At daybreak the Rangers were ambushed on open ground, their infiltration plan evidently uncovered earlier. The 4th Ranger Battalion, assisted by two other infantry regiments, failed to rescue their entrapped comrades. By the end of the day the Germans had captured 743 Rangers, cut down 12, and wounded 36. The Battle of Cisterna (January 30 to February 2, 1944) cost 311 Americans their lives and wounded 761; the three-day count included 4th Ranger Battalion losses of 30 killed and 58 wounded. Shattered, the Rangers were disbanded. Survivors filled out the ranks of the elite U.S.-Canadian First Special Service Force, famously known as the “Devil’s Brigade,” a Fifth Army commando unit that had landed at Anzio with Darby’s Rangers.
The Tragic Fate of Cisterna di Littoria, January to May 1944
Left: Soldiers of the Darby’s 3rd Ranger Battalion board landing craft (LCIs) that will take them to Anzio. Two weeks later, nearly every man in the battalion was taken prisoner or killed on the first day of the Battle of Cisterna, January 30, 1944. Only 500 of the 1,500-strong Ranger battalions survived the three-day ordeal. Cisterna di Littoria happened to be a node on coastal Highway 7 (Via Appia) and on a rail line running northwest and south. The enemy stronghold straddled the path the U.S. VI Corps needed to take to sever lines of communication with surrounding German armed forces and capture the Italian capital. James Garner, in his first starring role, plays the commando hero in Hollywood’s version of Darby’s Rangers.
Right: German soldiers advance past an abandoned armored vehicle during the bitter fighting around the Anzio beachhead in early 1944. The Anglo-American landing at Anzio, executed nearly flawlessly, was intended to initiate a lightning strike north against the Eternal City, 40 miles/64 km away. Unfortunately for the Allies, the undersized assault force failed to promptly push off from its beachhead and so Operation Shingle stalled and degenerated into a high-cost battle of attrition until late May.
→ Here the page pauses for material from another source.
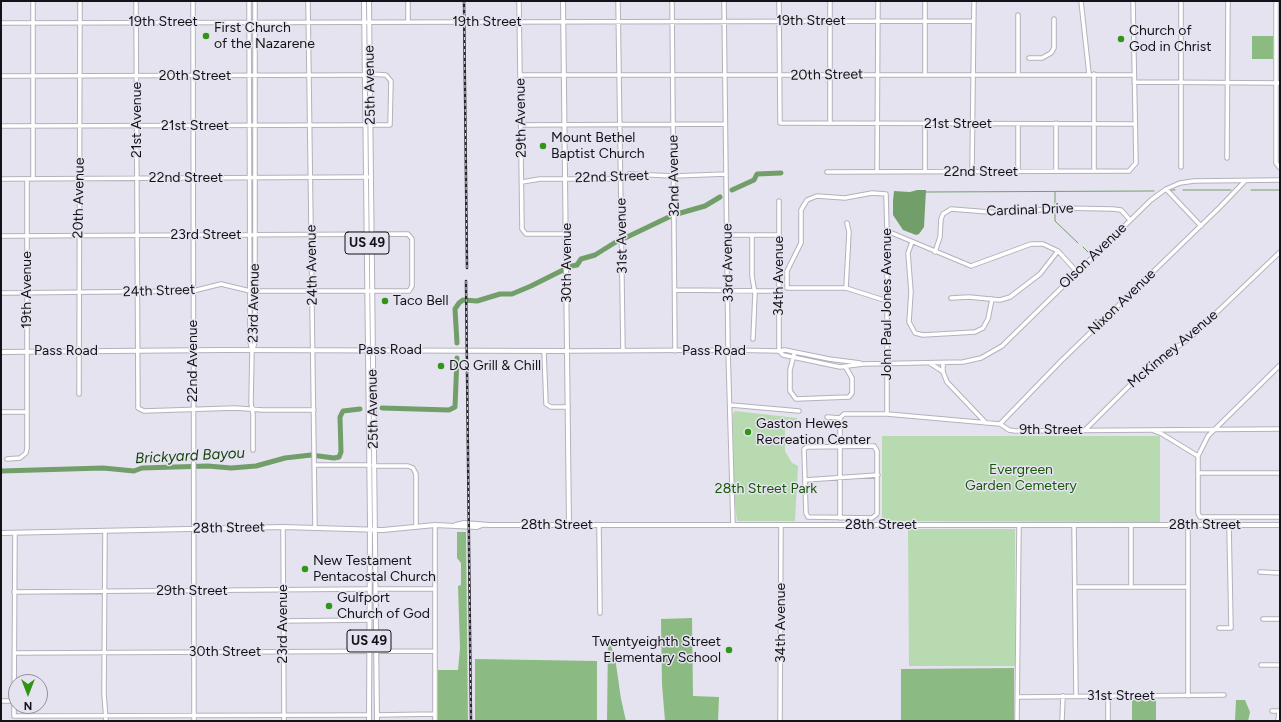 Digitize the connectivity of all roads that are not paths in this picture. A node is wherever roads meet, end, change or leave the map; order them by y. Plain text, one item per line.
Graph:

Left: A squad from the U.S. 3rd Infantry Division, veterans of the Anzio landings and subsequent fighting, pauses at the corner of a house in Cisterna di Lattoria in late May 1944 as the lead man aims his rifle at a German sniper in the distance. By then the Allies had amassed more troops, now numbering 90,000 men, and more firepower, including air power, for their long-awaited breakout from Anzio. That breakout went through the heavily mined and defended German stronghold of Cisterna.
Right: A British assault force consisting of two British infantry divisions, the 1st and the 5th, participated in the late May attack on Cisterna. In this photo from May 22, 1944, men of Company D, 1st Battalion, 5th Infantry Division, known as the Green Howards, crouch low in a captured communications trench.
Left: Their hands in the air, two German prisoners sprint past a damaged American Stuart light tank in this photo, which bears stark evidence of the destruction wrought at Cisterna. When the battle for control of Cisterna was over in late May 1944, only skeletons remained of the town’s burned and battered buildings. A total of 11 Medals of Honor were awarded to American soldiers who made the Anzio beachhead breakout possible. The road to Rome was now wide open, the city falling to the U.S. Fifth Army on June 4, 1944, two days before the world’s attention shifted to the Normandy landings.
Right: These German soldiers fought the Allies in Cisterna to their last bullet before surrendering. Reportedly they sniped at their attackers incessantly from well-prepared defenses. Taken in May 1944 immediately after their capture, the men in this photo are being searched for hidden weapons and their equipment confiscated.